**SUPPLIED DATA:**

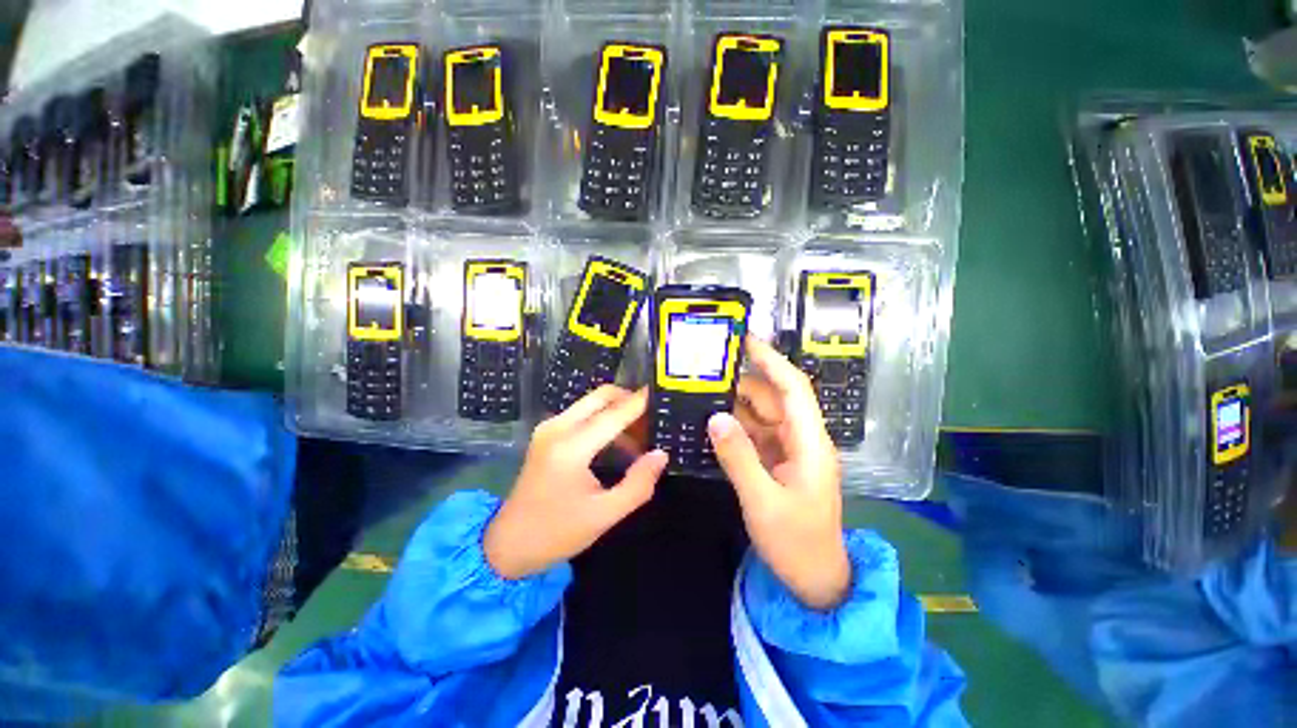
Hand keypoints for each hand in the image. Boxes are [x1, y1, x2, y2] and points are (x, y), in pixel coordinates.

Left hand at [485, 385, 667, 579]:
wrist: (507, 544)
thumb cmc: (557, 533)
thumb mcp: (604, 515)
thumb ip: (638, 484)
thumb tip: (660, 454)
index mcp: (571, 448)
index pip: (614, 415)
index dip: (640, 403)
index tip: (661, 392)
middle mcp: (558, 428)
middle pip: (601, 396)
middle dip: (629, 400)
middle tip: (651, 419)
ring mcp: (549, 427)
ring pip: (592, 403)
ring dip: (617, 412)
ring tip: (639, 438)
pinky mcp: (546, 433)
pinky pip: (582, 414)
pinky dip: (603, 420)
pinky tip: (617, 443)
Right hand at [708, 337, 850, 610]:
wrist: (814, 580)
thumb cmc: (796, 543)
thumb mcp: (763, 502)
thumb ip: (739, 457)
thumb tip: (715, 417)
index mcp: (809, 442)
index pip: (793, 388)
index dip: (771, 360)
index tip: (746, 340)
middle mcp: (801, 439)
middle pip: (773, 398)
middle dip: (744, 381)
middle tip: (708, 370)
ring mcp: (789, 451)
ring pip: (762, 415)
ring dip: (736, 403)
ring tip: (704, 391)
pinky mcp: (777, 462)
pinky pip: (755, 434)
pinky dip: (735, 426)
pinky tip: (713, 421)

**EXERCISE PROMPT:**
Please give an exact copy of the entries above, from the line with "index dip: (640, 403)" down to the line with "index pip: (793, 388)", inclusive, and nothing else.

**SOLUTION TO THIS EXERCISE:**
index dip: (640, 403)
index tip: (661, 392)
middle mcp: (558, 428)
middle pip: (601, 396)
middle dip: (629, 400)
middle tip: (651, 419)
ring mcp: (549, 427)
ring pip: (592, 403)
ring dip: (617, 412)
ring tip: (639, 438)
pinky mcp: (546, 433)
pinky pip: (582, 414)
pinky dip: (603, 420)
pinky tip: (617, 443)
Right hand at [708, 337, 850, 610]:
wrist: (814, 580)
thumb cmc: (796, 543)
thumb mcp: (763, 502)
thumb ip: (739, 457)
thumb tip: (715, 417)
index mcp: (809, 442)
index pip: (793, 388)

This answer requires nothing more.